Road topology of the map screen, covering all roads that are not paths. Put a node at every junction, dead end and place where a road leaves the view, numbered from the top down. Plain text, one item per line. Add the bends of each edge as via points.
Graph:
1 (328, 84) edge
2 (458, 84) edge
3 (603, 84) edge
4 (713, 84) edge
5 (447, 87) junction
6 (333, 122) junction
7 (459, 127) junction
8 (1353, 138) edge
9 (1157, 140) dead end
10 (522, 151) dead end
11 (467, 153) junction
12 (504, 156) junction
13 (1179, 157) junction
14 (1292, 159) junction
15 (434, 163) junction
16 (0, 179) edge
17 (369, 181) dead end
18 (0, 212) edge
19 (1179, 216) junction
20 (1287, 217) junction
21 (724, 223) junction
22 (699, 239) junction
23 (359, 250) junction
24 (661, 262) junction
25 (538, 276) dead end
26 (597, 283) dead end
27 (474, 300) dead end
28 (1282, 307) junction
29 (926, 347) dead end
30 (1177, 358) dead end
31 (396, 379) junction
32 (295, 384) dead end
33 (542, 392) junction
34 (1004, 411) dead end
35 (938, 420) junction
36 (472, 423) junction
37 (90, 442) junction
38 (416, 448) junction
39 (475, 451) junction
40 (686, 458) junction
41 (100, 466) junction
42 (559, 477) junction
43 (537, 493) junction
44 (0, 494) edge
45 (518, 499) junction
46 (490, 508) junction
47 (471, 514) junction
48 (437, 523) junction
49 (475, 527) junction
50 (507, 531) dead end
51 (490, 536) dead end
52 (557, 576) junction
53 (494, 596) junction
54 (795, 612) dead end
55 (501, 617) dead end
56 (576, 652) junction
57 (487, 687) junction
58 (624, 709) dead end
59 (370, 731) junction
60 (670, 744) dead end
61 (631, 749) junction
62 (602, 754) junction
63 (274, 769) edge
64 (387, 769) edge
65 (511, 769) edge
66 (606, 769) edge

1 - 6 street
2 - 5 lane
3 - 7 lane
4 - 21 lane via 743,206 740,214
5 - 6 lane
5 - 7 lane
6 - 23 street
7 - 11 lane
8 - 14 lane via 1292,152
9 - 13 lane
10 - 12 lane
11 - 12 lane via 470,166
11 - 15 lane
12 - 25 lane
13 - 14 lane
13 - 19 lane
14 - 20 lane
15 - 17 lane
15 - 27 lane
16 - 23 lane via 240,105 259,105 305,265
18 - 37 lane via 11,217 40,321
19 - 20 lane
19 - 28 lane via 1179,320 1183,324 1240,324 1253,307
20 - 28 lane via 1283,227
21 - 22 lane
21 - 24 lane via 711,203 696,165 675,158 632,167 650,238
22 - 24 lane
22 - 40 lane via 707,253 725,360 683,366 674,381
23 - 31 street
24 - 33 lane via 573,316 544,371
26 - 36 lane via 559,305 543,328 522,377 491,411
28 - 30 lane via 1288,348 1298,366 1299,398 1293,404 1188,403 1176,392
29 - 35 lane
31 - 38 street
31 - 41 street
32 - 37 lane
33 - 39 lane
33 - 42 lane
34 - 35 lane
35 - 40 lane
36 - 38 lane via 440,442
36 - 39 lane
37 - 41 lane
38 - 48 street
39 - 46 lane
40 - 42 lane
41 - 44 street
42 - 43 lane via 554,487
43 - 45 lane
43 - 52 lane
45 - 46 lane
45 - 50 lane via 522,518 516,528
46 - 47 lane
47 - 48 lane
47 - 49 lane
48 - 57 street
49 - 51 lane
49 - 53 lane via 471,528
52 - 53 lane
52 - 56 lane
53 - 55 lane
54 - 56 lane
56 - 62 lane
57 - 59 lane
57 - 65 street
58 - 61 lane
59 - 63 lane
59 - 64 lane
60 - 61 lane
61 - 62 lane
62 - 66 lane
──────────
Would you copy all lines in the records where the string "street" appears?

• **Result of the task**
1 - 6 street
6 - 23 street
23 - 31 street
31 - 38 street
31 - 41 street
38 - 48 street
41 - 44 street
48 - 57 street
57 - 65 street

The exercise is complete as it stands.